17 July 2009

A Few Short Thoughts on Niche Marketing, Targeted Marketing, Branding

Very few industries understand the power of niche marketing. It’s often viewed as too expensive per prospect – not realizing that the quality of the lead is usually so much higher. American Airlines tried it a year or two back with their “women’s” website, but that is/was too broad of a niche. Niche marketing is usually seen as something that niche businesses do (manufacturers of fishing rods, motorcycles, etc.), rather than as a viable tool for general marketers.

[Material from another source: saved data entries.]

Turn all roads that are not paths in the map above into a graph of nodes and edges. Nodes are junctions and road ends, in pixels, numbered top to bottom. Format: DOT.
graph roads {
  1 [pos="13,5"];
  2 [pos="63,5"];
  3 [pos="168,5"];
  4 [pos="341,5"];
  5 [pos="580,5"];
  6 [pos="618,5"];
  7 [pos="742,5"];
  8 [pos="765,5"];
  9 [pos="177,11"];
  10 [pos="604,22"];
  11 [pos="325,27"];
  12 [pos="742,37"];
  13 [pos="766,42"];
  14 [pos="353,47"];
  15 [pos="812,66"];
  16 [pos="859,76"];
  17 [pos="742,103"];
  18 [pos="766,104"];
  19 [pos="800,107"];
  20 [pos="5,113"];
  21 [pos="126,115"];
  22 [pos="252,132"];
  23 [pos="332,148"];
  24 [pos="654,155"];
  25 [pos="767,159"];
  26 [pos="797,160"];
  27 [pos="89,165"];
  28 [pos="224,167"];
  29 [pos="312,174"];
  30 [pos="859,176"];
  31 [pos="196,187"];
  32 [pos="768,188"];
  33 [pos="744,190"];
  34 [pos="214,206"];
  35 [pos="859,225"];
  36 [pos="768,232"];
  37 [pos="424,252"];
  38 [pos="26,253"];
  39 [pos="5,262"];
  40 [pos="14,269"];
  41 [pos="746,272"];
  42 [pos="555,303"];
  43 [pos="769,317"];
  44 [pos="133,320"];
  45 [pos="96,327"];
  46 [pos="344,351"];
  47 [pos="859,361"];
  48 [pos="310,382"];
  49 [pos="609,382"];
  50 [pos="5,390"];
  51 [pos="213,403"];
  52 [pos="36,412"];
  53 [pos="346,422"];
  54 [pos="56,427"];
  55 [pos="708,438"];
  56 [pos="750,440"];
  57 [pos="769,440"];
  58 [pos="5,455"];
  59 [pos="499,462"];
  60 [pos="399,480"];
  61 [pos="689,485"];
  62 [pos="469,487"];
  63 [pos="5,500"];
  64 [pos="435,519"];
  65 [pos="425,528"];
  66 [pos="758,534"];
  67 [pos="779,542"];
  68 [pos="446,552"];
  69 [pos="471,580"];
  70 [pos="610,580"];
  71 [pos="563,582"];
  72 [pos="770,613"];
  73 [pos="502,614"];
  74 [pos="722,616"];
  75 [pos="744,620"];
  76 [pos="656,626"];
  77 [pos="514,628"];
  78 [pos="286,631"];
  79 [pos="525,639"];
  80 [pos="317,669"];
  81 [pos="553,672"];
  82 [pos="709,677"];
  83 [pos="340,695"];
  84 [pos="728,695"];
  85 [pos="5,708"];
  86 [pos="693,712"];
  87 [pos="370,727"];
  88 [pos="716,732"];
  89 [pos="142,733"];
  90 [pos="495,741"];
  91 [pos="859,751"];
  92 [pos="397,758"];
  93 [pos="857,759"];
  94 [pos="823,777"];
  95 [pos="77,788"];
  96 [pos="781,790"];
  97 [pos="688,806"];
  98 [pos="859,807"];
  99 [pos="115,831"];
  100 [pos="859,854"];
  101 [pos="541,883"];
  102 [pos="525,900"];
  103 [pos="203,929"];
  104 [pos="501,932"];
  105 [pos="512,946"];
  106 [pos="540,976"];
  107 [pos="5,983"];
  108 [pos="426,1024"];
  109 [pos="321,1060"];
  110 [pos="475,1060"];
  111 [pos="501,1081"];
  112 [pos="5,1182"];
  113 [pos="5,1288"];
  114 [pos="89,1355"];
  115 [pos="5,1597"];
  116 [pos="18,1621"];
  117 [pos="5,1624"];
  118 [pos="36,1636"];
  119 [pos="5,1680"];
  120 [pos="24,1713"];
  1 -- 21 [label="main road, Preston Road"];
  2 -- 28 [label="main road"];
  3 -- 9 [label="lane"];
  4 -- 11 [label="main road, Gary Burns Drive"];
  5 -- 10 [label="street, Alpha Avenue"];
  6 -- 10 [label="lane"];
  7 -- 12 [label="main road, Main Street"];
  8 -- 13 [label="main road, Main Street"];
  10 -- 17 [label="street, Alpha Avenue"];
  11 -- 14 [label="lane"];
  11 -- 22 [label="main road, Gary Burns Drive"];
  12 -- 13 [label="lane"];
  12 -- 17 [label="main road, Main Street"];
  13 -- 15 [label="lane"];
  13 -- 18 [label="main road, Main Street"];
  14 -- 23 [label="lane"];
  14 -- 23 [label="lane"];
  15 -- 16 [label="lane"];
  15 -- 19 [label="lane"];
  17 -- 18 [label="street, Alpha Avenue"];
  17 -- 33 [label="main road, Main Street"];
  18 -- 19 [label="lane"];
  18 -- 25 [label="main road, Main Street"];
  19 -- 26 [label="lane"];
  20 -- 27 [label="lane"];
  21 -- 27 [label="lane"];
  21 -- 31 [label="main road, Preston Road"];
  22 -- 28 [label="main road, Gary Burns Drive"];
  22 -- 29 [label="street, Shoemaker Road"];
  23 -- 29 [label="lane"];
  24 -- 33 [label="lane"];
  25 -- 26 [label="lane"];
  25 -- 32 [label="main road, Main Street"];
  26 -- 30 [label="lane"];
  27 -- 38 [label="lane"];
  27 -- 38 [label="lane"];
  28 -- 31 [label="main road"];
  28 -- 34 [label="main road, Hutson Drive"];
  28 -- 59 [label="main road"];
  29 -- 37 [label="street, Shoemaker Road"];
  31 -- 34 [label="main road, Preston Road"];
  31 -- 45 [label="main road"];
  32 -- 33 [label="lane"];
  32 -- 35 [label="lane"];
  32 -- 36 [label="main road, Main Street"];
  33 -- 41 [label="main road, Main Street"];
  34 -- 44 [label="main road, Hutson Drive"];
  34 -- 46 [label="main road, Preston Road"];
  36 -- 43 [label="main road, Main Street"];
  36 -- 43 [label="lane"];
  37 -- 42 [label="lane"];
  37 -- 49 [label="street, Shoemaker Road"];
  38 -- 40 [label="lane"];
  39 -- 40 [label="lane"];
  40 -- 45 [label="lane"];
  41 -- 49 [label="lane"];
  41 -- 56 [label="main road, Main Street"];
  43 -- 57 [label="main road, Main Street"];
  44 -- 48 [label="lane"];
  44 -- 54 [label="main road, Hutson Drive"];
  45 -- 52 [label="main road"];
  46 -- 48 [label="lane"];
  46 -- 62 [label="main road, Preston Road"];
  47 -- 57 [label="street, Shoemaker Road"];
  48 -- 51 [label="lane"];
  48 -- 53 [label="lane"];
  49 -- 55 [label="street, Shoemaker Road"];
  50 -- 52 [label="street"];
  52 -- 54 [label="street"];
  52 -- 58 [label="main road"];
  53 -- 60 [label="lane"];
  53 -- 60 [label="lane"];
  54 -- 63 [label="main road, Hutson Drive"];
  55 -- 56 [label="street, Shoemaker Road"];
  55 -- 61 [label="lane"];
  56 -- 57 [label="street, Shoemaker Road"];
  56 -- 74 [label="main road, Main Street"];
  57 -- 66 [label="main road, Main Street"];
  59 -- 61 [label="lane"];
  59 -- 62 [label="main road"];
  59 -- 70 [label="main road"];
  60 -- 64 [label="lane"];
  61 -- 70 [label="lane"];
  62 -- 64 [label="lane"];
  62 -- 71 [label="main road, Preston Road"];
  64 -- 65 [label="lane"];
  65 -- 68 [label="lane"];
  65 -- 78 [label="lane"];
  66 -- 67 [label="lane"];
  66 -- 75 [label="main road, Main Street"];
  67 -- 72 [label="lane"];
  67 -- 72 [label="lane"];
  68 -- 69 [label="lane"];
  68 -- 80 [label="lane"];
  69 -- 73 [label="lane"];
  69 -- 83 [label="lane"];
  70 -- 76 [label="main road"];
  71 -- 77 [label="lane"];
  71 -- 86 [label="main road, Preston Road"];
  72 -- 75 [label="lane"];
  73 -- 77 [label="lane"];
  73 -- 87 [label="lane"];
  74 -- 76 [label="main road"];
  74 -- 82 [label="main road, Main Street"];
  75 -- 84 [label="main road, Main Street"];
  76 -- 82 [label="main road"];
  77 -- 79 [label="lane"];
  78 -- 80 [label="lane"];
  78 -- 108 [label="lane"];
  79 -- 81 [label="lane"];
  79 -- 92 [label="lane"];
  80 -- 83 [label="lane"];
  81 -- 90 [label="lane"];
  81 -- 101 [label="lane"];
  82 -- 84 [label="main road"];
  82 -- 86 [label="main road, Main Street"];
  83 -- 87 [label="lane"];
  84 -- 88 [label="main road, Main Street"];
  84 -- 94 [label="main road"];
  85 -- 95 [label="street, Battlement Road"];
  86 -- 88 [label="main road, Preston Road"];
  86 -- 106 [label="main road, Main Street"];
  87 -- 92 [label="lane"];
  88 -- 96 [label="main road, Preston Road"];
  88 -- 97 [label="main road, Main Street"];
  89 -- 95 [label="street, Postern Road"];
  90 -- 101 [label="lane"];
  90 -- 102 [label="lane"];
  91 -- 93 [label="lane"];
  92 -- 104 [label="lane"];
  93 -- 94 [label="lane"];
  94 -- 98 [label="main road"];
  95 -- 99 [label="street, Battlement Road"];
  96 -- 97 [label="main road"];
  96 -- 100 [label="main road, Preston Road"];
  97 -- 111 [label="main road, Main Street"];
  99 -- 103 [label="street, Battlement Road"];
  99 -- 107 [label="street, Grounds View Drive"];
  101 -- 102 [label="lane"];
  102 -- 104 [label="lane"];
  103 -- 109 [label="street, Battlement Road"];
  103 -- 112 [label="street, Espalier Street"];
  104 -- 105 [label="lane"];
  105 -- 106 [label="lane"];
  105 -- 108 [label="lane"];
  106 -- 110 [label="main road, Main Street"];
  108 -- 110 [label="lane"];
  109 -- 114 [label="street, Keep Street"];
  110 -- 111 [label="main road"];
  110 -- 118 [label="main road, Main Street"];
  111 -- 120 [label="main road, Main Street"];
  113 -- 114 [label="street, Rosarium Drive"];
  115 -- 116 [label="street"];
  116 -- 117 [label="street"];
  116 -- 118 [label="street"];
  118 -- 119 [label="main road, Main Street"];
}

Niche marketing differs from Targeted marketing in that Niche aims to appeal to a group differentiated by interests (“the pet-friendly airline”); while Targeted sends a specific offer (a “20% off” email to folks who haven’t flown in the past 6 months) to a distinct but undifferentiated audience.

And Branding shouldn’t enter into this at all. Again, few businesses understand what a brand really is. A brand is the message that a business presents to its customers. It is not just a tag line, not an ad headline, not a slogan. It is everything about the business/product – color, packaging, pricing, and, yes, sometimes the tag line or positioning statement.

Think of Spam (the canned food product, not email crime). Even if you’ve never tasted the product, you can probably picture the can in your mind – its size, shape, color. You probably know sort of what it is, and maybe what it might taste like. Thus, Spam’s Brand is one of the strongest possible.

Spam doesn’t even have a cute slogan – “The Breakfast of Champions,” “The Pause that Refreshes,” “Don’t Leave Home Without It.” Wikipedia shows a 1945 ad for Spam, and except for the recipe in the ad (Spam Upside Down Pie) the product pictured could be on the shelves of your local Safeway.